Now, people celebrate the entire month of March as Women’s History Month, in addition to International Women’s Day on March 8. Of course, one day or one month really isn’t enough to share all of the accomplishments and achievements of women today, let alone those who have forged the path and broken glass ceilings through history in a variety of fields, and advanced the cultural, social, economic and political equality for women around the world.

The forgotten woman behind International Women’s Day

Nevertheless, we want to take this opportunity to celebrate leading women in atmospheric and climate sciences, who have forged the path to better our knowledge of the weather and world around us.
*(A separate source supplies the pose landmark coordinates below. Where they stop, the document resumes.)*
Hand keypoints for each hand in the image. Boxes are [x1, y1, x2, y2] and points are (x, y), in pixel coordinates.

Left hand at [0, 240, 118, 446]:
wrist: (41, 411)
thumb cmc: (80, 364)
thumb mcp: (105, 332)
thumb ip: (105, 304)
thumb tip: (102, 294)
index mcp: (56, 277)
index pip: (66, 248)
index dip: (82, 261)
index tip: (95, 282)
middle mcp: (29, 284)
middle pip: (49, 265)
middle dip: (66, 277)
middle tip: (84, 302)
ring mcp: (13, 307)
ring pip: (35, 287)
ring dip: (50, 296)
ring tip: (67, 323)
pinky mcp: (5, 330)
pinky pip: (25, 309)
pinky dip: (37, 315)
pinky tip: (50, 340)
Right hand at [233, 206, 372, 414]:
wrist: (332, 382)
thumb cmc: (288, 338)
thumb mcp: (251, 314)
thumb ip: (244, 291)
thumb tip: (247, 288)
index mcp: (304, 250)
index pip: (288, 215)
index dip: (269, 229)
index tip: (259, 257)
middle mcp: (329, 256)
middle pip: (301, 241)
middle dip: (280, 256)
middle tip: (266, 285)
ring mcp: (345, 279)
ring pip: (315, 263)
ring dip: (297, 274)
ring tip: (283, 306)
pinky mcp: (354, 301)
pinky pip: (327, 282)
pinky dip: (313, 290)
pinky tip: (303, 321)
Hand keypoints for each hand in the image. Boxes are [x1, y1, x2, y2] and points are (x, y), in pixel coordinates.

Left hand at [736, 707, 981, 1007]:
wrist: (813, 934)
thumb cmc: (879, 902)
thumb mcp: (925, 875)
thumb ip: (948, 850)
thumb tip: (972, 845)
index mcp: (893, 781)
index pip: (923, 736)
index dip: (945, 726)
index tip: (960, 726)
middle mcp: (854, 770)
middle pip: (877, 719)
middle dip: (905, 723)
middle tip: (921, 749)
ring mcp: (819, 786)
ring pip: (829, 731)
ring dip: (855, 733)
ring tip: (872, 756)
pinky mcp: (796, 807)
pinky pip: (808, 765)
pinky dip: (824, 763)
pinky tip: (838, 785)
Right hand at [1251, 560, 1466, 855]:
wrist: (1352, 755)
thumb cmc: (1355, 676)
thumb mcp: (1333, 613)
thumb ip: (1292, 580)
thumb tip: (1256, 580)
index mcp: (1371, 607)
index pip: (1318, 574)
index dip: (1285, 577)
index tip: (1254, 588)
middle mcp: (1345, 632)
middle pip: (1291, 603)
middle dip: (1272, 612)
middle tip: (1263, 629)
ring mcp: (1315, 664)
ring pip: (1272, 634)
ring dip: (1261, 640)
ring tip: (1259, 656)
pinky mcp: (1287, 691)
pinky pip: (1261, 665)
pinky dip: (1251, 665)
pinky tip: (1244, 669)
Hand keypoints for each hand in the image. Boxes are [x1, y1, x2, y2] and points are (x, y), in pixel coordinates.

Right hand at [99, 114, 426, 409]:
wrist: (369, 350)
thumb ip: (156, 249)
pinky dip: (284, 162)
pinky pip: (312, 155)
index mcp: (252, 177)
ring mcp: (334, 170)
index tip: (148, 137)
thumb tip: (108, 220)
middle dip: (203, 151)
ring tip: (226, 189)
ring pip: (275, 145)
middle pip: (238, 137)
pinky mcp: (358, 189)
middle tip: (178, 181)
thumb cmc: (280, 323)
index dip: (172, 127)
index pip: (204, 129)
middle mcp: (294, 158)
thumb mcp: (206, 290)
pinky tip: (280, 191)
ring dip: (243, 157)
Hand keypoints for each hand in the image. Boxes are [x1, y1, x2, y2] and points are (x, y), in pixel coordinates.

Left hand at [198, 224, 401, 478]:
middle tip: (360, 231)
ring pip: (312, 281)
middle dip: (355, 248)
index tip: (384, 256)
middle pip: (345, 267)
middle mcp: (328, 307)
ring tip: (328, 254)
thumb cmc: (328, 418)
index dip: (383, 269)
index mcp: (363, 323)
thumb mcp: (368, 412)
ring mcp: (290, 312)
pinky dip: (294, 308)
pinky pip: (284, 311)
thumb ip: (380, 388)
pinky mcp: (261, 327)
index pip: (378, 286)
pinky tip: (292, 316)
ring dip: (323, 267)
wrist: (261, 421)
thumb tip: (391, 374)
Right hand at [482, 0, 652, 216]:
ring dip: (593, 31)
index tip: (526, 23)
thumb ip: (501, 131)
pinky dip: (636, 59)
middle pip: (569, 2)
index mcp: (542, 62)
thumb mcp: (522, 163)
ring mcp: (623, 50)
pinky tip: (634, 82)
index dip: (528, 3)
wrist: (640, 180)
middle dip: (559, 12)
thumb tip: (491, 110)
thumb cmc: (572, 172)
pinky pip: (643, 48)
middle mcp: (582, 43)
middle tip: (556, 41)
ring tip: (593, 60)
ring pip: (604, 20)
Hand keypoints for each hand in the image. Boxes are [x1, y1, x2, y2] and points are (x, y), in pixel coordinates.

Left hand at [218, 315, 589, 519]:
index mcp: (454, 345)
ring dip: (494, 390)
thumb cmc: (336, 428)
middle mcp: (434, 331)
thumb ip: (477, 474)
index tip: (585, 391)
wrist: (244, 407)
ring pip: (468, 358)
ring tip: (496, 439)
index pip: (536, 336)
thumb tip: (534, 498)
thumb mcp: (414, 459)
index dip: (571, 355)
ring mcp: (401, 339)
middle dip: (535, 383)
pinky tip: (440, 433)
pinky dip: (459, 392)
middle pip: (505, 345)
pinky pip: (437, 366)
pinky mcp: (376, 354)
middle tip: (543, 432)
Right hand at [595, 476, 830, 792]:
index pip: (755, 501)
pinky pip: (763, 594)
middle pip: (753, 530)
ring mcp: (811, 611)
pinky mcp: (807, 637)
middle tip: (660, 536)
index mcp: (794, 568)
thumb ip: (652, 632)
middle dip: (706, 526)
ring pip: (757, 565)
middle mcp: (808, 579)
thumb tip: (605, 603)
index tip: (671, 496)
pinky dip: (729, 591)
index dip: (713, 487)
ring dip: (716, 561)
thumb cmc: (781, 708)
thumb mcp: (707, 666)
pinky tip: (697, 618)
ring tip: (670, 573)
Women only make up about one-third of the STEM workforce, with past studies suggesting atmospheric sciences may have the fewest women of all Earth sciences. But their contributions are major and serve as an inspiration for other burgeoning scientists.

Previously, we honored the influence and significant contributions of Joanne Simpson, Eunice Foot, June Bacon-Bercey, Suzanne Van Cooten, Fadji Zaouna Maina, and Mika Tosca. Here are six more women to add to this outstanding list.

On International Women’s Day, these atmospheric scientists inspire us

Bernice Ackerman

Bernice Ackerman was a pioneer in the early history of women in atmospheric sciences, with nearly four decades of contributions.

According to a 1995 issue of the Bulletin of the American Meteorological Society, Ackerman’s personality and toughness enabled her to succeed in “a man’s world” of the rapidly developing postwar era of meteorology. She started her career as a weather observer and flight briefer for the Women Accepted for Volunteer Emergency Service (WAVES). After the war, she earned a bachelor’s degree in meteorology at the University of Chicago in 1948, and would go on to get both a masters and a doctorate by 1965.

She worked for the U.S. Weather Bureau (the early name for the U.S. National Weather Service), before contributing extensive research on extended-range tornado forecasting, cloud physics, weather modification, urban climate and radar meteorology, among other foundational topics in atmospheric sciences. She continued contributions as a professor at various U.S. universities. Ackerman was a fellow of the American Meteorological Society and American Association for the Advancement of Science. Ackerman died in 1995.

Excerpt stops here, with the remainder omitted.